What you’re doing is that once the mind has become one like this, you begin to see whether there still are pairs operating in the mind in order to maintain that oneness. Whatever pairing up seems congenial, that’s obvious to see, you focus on that one. As the texts say, that’s all you really need: Find one pairing that’s clear to you, that really interests you, and when you gain insight into that, you’ll gain insight into the whole chain of cause and effect as it operates in the mind—and particularly the whole issue of how ignorance gives rise to stress and suffering, and how if you replace that ignorance with knowledge, with clear knowing right here in the present moment, you can stop that whole process of stress and suffering.

So when the Buddha teaches analysis of qualities, he means this both as a way of getting the mind to settle down and be still, and then, once it’s still, as a way of bringing the mind to true release. It’s simply a matter of getting more and more skilled, more subtle, more precise in detecting these differences in the mind, detecting the issue of cause and effect, and how you can manipulate the causal process to put an end to suffering.

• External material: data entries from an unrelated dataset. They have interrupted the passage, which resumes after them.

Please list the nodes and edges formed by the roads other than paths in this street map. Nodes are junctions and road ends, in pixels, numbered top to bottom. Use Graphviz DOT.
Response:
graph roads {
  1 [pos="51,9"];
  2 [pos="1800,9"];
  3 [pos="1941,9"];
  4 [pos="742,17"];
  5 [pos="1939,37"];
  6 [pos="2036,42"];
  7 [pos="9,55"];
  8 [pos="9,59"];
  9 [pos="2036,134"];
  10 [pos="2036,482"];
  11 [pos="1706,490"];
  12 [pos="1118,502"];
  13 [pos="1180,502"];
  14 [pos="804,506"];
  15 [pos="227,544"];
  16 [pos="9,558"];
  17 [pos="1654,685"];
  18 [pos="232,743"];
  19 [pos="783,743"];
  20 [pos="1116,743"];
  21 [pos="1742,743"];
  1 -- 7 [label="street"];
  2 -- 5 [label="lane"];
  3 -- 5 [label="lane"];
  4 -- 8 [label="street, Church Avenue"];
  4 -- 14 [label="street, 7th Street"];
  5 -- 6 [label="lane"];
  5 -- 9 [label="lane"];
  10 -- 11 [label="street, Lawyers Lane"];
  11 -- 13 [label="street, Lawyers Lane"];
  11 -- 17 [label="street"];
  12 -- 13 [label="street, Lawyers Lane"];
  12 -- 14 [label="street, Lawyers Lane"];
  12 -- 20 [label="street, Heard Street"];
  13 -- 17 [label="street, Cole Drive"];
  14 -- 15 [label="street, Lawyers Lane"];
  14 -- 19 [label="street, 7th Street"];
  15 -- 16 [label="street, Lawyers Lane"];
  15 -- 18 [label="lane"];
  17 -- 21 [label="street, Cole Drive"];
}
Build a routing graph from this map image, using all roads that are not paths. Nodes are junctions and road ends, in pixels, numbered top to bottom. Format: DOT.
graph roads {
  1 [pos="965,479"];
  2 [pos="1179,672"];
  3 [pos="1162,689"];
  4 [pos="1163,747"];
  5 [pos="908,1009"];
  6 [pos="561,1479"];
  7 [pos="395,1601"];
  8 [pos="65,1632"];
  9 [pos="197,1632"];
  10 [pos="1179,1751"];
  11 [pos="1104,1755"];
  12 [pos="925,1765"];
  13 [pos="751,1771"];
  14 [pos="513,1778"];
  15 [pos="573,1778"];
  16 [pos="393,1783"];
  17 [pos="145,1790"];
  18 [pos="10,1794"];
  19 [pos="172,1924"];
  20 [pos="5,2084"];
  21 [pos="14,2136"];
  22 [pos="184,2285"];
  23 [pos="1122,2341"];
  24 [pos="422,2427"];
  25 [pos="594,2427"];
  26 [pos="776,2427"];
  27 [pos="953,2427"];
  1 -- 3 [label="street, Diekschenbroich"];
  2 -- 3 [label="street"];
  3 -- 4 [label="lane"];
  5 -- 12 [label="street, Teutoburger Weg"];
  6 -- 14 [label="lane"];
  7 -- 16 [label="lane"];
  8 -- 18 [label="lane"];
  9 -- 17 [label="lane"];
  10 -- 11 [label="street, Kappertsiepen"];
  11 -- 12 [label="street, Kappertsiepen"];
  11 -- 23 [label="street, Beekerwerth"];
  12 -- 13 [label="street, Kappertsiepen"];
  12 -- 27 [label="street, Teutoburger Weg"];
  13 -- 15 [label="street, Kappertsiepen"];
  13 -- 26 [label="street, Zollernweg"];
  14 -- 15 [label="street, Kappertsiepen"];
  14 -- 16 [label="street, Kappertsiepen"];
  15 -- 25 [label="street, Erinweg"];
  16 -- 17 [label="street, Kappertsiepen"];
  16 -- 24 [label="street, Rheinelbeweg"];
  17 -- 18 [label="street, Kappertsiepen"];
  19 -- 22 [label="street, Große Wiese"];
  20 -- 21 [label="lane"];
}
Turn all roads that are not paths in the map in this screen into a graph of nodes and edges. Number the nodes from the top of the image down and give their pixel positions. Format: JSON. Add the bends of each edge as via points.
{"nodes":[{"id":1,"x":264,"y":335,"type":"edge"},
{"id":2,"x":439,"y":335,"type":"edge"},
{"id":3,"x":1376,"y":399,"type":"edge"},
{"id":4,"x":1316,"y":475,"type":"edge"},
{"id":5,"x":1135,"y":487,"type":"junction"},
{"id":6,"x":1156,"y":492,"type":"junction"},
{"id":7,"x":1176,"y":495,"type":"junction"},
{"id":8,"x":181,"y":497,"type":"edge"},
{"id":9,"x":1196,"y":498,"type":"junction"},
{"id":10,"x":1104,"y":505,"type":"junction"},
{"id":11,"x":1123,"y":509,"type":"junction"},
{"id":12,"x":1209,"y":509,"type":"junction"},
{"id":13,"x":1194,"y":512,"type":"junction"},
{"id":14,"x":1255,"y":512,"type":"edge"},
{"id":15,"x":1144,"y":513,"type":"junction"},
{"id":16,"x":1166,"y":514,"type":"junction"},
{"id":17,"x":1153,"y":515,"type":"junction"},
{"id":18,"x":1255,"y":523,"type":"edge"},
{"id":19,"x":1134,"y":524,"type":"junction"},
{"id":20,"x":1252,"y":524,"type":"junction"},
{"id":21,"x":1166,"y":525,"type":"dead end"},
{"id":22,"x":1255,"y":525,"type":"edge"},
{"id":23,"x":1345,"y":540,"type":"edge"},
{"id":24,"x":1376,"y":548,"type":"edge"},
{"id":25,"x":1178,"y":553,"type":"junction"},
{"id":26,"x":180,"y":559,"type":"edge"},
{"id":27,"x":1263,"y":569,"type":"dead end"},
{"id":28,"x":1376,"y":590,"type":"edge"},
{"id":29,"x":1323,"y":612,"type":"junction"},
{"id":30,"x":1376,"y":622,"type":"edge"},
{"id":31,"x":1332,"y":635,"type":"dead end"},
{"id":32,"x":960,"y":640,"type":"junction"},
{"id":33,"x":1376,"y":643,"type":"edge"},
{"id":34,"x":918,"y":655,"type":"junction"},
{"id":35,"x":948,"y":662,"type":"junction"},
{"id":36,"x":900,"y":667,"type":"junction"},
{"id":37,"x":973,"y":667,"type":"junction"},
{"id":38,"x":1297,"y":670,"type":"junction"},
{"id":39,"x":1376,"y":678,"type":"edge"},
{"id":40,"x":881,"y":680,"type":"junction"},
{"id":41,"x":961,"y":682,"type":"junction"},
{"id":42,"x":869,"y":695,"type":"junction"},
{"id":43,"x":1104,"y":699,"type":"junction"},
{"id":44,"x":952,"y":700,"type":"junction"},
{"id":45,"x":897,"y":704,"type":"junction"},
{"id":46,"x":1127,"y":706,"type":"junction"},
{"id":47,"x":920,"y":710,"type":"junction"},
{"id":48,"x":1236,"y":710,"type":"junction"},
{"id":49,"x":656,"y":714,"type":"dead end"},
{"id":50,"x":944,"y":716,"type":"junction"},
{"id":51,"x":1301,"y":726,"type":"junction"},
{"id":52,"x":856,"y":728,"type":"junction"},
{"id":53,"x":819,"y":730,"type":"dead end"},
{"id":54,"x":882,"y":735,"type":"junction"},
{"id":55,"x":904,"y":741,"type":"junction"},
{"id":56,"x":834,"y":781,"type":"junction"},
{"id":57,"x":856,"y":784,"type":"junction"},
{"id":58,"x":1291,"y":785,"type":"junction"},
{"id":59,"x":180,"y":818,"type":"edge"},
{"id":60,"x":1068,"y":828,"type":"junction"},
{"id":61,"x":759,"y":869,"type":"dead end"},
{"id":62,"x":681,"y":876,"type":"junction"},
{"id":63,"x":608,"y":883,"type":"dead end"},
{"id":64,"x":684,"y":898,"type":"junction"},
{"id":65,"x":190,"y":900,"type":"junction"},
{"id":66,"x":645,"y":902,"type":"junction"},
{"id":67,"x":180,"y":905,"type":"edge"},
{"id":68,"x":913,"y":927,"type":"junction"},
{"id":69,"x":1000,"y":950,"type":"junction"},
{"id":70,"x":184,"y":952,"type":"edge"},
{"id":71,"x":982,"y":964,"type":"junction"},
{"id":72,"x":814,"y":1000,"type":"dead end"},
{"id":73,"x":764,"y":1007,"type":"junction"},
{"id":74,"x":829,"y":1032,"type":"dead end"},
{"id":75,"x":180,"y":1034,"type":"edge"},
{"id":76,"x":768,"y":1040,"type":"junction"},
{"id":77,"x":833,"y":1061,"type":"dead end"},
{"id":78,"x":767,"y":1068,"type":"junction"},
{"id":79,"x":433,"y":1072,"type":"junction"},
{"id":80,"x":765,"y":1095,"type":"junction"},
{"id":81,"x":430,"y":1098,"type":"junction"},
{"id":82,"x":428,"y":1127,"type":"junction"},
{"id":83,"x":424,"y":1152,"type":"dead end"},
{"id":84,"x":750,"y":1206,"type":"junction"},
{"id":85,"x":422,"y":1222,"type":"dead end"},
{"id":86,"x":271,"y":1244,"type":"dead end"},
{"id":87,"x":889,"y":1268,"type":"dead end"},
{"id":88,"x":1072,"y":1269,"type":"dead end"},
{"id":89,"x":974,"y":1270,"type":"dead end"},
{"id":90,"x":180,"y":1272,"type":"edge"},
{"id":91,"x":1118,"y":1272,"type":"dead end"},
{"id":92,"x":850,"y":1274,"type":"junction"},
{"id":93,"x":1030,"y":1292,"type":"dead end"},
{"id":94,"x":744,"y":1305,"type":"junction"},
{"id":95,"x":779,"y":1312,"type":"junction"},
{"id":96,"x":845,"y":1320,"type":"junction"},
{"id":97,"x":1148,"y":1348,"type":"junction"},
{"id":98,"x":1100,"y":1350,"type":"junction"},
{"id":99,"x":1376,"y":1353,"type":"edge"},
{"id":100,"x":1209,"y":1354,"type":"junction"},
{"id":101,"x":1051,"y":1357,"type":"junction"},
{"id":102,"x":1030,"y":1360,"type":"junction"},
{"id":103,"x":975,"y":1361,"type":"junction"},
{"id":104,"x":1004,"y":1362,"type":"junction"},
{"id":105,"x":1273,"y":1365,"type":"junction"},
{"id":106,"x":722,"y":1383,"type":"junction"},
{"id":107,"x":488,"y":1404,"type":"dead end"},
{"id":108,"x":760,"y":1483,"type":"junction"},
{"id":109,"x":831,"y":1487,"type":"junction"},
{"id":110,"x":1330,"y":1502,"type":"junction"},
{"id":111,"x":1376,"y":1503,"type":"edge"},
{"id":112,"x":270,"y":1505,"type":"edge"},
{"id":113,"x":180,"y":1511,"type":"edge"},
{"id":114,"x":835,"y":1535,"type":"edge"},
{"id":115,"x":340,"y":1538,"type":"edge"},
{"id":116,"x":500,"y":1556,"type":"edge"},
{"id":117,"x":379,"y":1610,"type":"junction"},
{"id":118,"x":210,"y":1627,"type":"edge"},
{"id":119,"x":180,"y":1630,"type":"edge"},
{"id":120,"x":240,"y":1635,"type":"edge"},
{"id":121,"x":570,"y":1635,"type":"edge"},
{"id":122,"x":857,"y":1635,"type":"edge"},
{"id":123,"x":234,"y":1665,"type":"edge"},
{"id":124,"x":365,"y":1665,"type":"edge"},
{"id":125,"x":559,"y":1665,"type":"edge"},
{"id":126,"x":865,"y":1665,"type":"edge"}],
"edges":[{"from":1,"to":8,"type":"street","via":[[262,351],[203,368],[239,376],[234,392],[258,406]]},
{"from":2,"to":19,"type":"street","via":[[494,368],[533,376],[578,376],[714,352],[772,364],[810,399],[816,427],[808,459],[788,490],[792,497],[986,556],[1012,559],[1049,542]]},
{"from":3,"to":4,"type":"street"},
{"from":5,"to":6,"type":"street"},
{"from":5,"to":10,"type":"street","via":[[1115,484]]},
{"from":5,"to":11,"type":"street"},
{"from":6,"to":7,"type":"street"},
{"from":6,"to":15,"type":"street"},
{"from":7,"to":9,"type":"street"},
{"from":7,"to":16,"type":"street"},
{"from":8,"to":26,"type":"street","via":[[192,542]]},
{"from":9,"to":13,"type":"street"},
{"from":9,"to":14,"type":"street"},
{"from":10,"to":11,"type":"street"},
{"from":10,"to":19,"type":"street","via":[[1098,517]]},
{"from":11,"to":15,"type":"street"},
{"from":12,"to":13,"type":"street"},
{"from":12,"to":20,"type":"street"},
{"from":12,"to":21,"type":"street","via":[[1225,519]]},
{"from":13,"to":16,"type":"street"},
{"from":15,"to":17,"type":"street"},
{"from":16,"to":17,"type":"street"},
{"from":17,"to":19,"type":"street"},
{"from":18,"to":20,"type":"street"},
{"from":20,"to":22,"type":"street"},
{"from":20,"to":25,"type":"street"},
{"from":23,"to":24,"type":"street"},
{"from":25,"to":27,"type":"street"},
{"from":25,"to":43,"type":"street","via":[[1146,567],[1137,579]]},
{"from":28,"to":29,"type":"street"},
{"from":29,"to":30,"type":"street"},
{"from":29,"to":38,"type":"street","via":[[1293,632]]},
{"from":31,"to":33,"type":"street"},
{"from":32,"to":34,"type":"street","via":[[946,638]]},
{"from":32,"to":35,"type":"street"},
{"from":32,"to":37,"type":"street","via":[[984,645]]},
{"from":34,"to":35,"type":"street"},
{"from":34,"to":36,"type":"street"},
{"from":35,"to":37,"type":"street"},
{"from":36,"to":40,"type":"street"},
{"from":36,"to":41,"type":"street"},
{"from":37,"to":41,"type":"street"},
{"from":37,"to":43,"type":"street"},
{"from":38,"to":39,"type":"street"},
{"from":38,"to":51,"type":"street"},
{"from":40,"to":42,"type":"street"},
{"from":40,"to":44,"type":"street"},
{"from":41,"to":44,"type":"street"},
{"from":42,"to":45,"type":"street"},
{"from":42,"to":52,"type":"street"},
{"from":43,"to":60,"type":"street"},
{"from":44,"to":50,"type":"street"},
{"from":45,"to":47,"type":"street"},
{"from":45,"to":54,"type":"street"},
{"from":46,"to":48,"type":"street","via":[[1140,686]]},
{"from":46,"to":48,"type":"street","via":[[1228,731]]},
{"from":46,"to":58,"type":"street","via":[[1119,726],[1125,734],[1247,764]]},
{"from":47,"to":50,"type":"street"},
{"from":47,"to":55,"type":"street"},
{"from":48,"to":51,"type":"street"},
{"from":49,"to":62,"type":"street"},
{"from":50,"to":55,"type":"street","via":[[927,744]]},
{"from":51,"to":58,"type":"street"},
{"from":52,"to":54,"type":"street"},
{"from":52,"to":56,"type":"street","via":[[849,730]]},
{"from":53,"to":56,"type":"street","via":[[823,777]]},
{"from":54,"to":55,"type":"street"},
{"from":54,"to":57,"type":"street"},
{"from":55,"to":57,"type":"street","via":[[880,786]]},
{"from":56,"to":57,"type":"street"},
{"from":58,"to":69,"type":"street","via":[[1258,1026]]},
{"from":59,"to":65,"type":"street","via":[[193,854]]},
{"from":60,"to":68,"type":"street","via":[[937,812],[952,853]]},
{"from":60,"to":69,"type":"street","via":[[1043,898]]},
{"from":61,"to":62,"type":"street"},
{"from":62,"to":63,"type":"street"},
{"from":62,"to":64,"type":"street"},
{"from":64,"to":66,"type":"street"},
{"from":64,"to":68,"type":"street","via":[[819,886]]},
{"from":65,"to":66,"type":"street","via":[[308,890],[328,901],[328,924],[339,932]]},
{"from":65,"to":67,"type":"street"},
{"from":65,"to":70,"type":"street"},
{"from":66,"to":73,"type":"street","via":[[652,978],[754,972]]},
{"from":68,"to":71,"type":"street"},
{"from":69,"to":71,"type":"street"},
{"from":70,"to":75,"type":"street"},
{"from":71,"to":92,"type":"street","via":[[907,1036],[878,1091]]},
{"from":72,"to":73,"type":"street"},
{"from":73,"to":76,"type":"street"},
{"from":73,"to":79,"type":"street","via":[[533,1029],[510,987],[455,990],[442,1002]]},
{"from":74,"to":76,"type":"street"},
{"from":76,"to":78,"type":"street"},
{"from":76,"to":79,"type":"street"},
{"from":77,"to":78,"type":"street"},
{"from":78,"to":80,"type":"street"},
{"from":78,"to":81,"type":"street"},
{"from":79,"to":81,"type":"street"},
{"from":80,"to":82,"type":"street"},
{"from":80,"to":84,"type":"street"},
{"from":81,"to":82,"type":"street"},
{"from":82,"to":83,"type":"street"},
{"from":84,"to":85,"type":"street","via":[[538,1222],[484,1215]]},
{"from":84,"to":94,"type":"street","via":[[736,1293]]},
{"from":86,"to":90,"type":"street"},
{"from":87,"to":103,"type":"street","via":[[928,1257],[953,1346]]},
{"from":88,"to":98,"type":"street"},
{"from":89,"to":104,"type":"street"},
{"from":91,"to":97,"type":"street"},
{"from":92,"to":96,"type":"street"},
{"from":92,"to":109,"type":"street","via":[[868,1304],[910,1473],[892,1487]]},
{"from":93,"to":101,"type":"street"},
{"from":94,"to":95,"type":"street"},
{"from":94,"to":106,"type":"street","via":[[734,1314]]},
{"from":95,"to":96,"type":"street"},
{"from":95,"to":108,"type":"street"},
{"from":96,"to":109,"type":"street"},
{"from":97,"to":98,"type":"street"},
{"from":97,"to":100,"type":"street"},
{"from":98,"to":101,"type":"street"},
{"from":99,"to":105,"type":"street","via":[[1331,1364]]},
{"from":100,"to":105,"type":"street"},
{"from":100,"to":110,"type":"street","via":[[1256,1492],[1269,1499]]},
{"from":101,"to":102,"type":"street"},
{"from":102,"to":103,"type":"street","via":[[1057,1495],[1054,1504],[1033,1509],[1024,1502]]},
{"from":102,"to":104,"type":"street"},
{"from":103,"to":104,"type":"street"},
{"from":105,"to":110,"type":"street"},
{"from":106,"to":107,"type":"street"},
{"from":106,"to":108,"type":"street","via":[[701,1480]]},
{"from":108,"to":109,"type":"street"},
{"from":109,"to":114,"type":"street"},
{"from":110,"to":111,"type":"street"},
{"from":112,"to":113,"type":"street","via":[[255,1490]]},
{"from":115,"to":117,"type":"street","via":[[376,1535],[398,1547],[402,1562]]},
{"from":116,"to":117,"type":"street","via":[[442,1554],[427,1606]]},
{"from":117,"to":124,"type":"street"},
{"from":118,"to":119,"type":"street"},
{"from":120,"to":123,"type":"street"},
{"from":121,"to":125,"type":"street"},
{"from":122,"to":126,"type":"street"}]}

You hear lot about how bad and limited and small-minded dualistic thinking is. But that’s not what the Buddha taught. He said that you can take advantage of dualities. And this is the most important duality: this issue of what’s skillful and what’s not. You see it all over the world in everything you do. You do a job skillfully and you do it unskillfully, and the results are obviously different. It’s not a matter of forcing dualistic thinking on a non-dualistic reality. Reality itself has its dualities, its dichotomies. What you’re learning how to do is to take advantage of those dichotomies by learning to really understand them. It’s only when you understand them, and learn how to master them, that you can go beyond them.